* _Task_: An exact copy of the records below is required, and it must contain no pictures.

*** Opening Record set ***

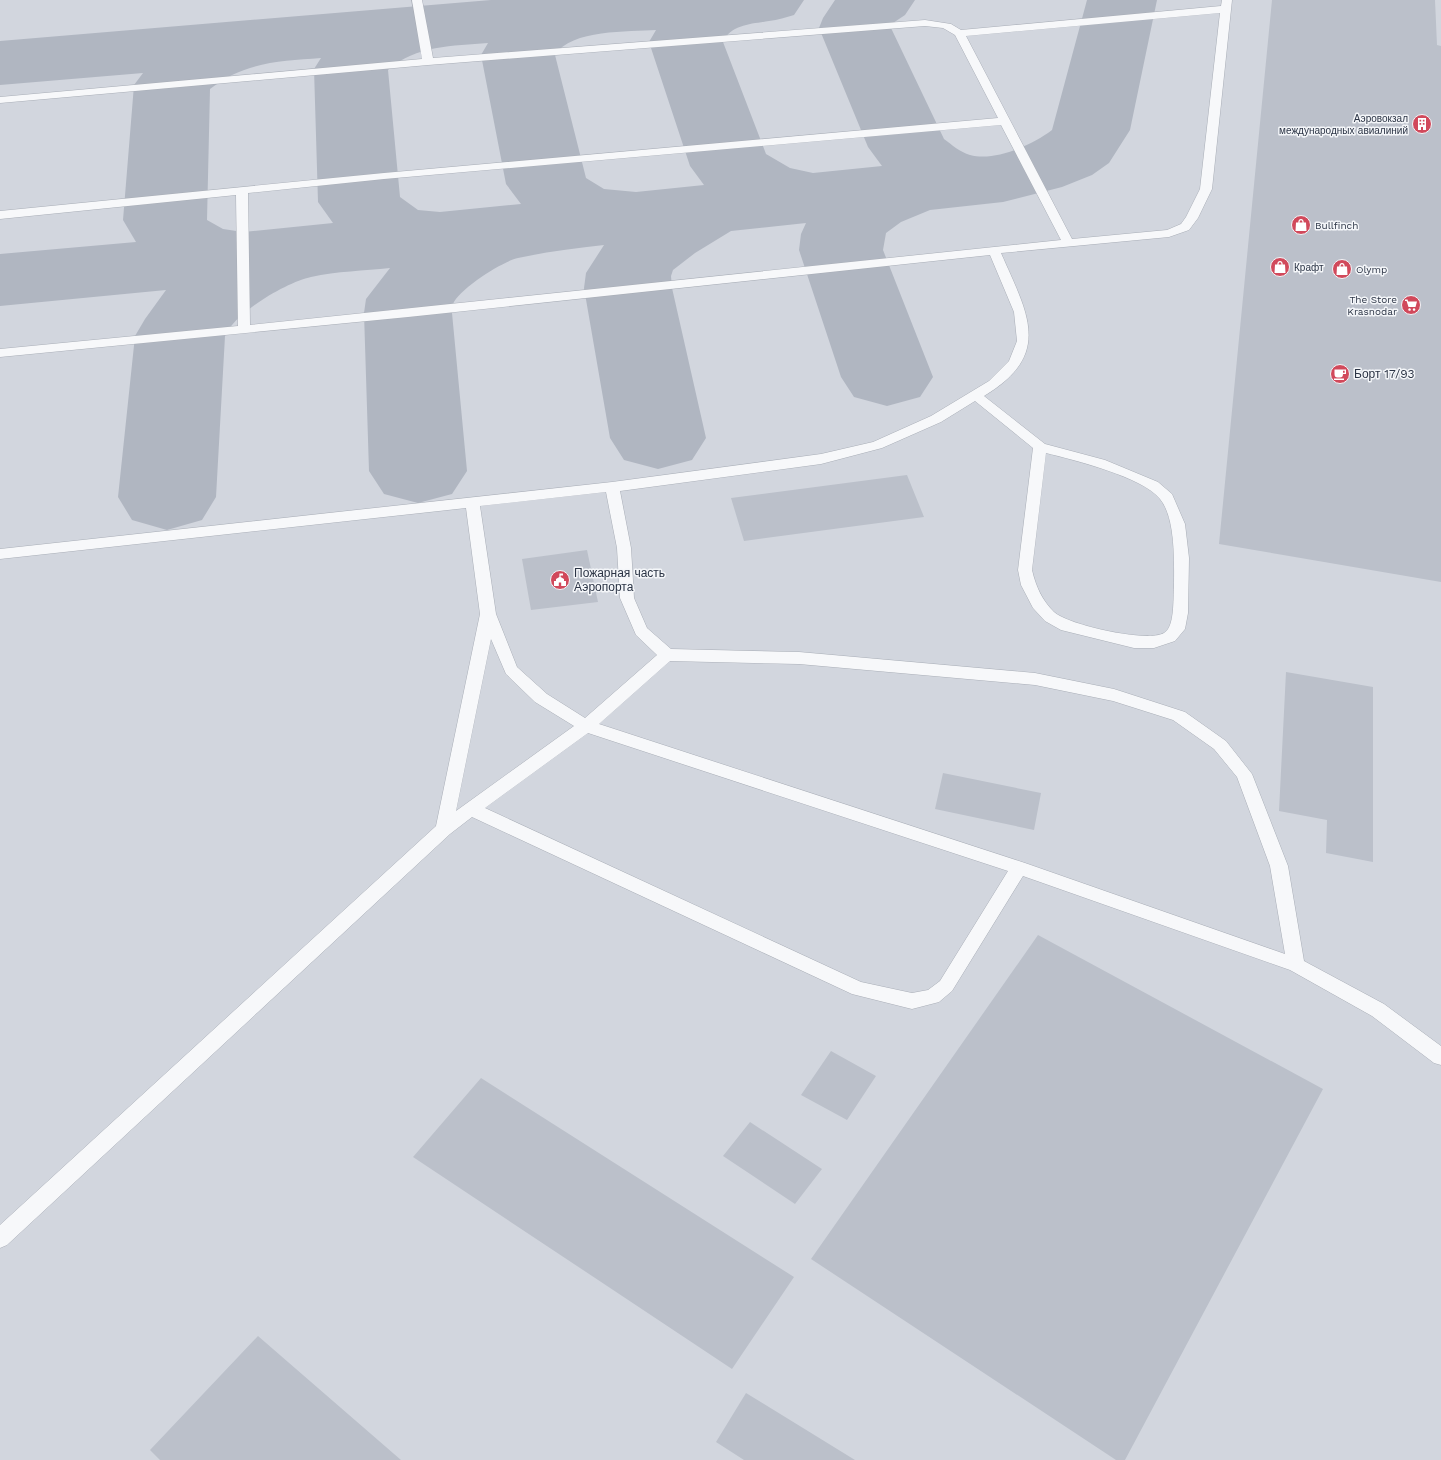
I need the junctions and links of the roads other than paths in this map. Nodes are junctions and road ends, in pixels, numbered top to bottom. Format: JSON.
{"nodes":[{"id":1,"x":417,"y":0,"type":"edge"},
{"id":2,"x":1227,"y":5,"type":"edge"},
{"id":3,"x":958,"y":33,"type":"junction"},
{"id":4,"x":428,"y":62,"type":"junction"},
{"id":5,"x":0,"y":100,"type":"edge"},
{"id":6,"x":1005,"y":121,"type":"junction"},
{"id":7,"x":242,"y":190,"type":"junction"},
{"id":8,"x":0,"y":215,"type":"edge"},
{"id":9,"x":1068,"y":242,"type":"junction"},
{"id":10,"x":994,"y":250,"type":"junction"},
{"id":11,"x":244,"y":330,"type":"junction"},
{"id":12,"x":0,"y":353,"type":"edge"},
{"id":13,"x":975,"y":395,"type":"junction"},
{"id":14,"x":1040,"y":447,"type":"junction"},
{"id":15,"x":612,"y":487,"type":"junction"},
{"id":16,"x":472,"y":502,"type":"junction"},
{"id":17,"x":0,"y":554,"type":"edge"},
{"id":18,"x":488,"y":614,"type":"junction"},
{"id":19,"x":668,"y":655,"type":"junction"},
{"id":20,"x":586,"y":726,"type":"junction"},
{"id":21,"x":470,"y":809,"type":"junction"},
{"id":22,"x":444,"y":829,"type":"junction"},
{"id":23,"x":1019,"y":868,"type":"junction"},
{"id":24,"x":1296,"y":965,"type":"junction"},
{"id":25,"x":1441,"y":1057,"type":"edge"},
{"id":26,"x":0,"y":1238,"type":"edge"}],
"edges":[{"from":1,"to":4,"type":"lane"},
{"from":2,"to":3,"type":"lane"},
{"from":2,"to":9,"type":"lane"},
{"from":3,"to":4,"type":"lane"},
{"from":3,"to":6,"type":"lane"},
{"from":4,"to":5,"type":"lane"},
{"from":6,"to":7,"type":"lane"},
{"from":6,"to":9,"type":"lane"},
{"from":7,"to":8,"type":"lane"},
{"from":7,"to":11,"type":"lane"},
{"from":9,"to":10,"type":"lane"},
{"from":10,"to":11,"type":"lane"},
{"from":10,"to":13,"type":"lane"},
{"from":11,"to":12,"type":"lane"},
{"from":13,"to":14,"type":"lane"},
{"from":13,"to":15,"type":"lane"},
{"from":14,"to":14,"type":"lane"},
{"from":15,"to":16,"type":"lane"},
{"from":15,"to":19,"type":"lane"},
{"from":16,"to":17,"type":"lane"},
{"from":16,"to":18,"type":"lane"},
{"from":18,"to":20,"type":"lane"},
{"from":18,"to":22,"type":"lane"},
{"from":19,"to":20,"type":"lane"},
{"from":19,"to":24,"type":"lane"},
{"from":20,"to":21,"type":"lane"},
{"from":20,"to":23,"type":"lane"},
{"from":21,"to":22,"type":"lane"},
{"from":21,"to":23,"type":"lane"},
{"from":22,"to":26,"type":"lane"},
{"from":23,"to":24,"type":"lane"},
{"from":24,"to":25,"type":"lane"}]}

*** Closing Record set ***

* _Answer to this problem_:
I need the junctions and links of the roads other than paths in this map. Nodes are junctions and road ends, in pixels, numbered top to bottom. Format: JSON.
{"nodes":[{"id":1,"x":417,"y":0,"type":"edge"},
{"id":2,"x":1227,"y":5,"type":"edge"},
{"id":3,"x":958,"y":33,"type":"junction"},
{"id":4,"x":428,"y":62,"type":"junction"},
{"id":5,"x":0,"y":100,"type":"edge"},
{"id":6,"x":1005,"y":121,"type":"junction"},
{"id":7,"x":242,"y":190,"type":"junction"},
{"id":8,"x":0,"y":215,"type":"edge"},
{"id":9,"x":1068,"y":242,"type":"junction"},
{"id":10,"x":994,"y":250,"type":"junction"},
{"id":11,"x":244,"y":330,"type":"junction"},
{"id":12,"x":0,"y":353,"type":"edge"},
{"id":13,"x":975,"y":395,"type":"junction"},
{"id":14,"x":1040,"y":447,"type":"junction"},
{"id":15,"x":612,"y":487,"type":"junction"},
{"id":16,"x":472,"y":502,"type":"junction"},
{"id":17,"x":0,"y":554,"type":"edge"},
{"id":18,"x":488,"y":614,"type":"junction"},
{"id":19,"x":668,"y":655,"type":"junction"},
{"id":20,"x":586,"y":726,"type":"junction"},
{"id":21,"x":470,"y":809,"type":"junction"},
{"id":22,"x":444,"y":829,"type":"junction"},
{"id":23,"x":1019,"y":868,"type":"junction"},
{"id":24,"x":1296,"y":965,"type":"junction"},
{"id":25,"x":1441,"y":1057,"type":"edge"},
{"id":26,"x":0,"y":1238,"type":"edge"}],
"edges":[{"from":1,"to":4,"type":"lane"},
{"from":2,"to":3,"type":"lane"},
{"from":2,"to":9,"type":"lane"},
{"from":3,"to":4,"type":"lane"},
{"from":3,"to":6,"type":"lane"},
{"from":4,"to":5,"type":"lane"},
{"from":6,"to":7,"type":"lane"},
{"from":6,"to":9,"type":"lane"},
{"from":7,"to":8,"type":"lane"},
{"from":7,"to":11,"type":"lane"},
{"from":9,"to":10,"type":"lane"},
{"from":10,"to":11,"type":"lane"},
{"from":10,"to":13,"type":"lane"},
{"from":11,"to":12,"type":"lane"},
{"from":13,"to":14,"type":"lane"},
{"from":13,"to":15,"type":"lane"},
{"from":14,"to":14,"type":"lane"},
{"from":15,"to":16,"type":"lane"},
{"from":15,"to":19,"type":"lane"},
{"from":16,"to":17,"type":"lane"},
{"from":16,"to":18,"type":"lane"},
{"from":18,"to":20,"type":"lane"},
{"from":18,"to":22,"type":"lane"},
{"from":19,"to":20,"type":"lane"},
{"from":19,"to":24,"type":"lane"},
{"from":20,"to":21,"type":"lane"},
{"from":20,"to":23,"type":"lane"},
{"from":21,"to":22,"type":"lane"},
{"from":21,"to":23,"type":"lane"},
{"from":22,"to":26,"type":"lane"},
{"from":23,"to":24,"type":"lane"},
{"from":24,"to":25,"type":"lane"}]}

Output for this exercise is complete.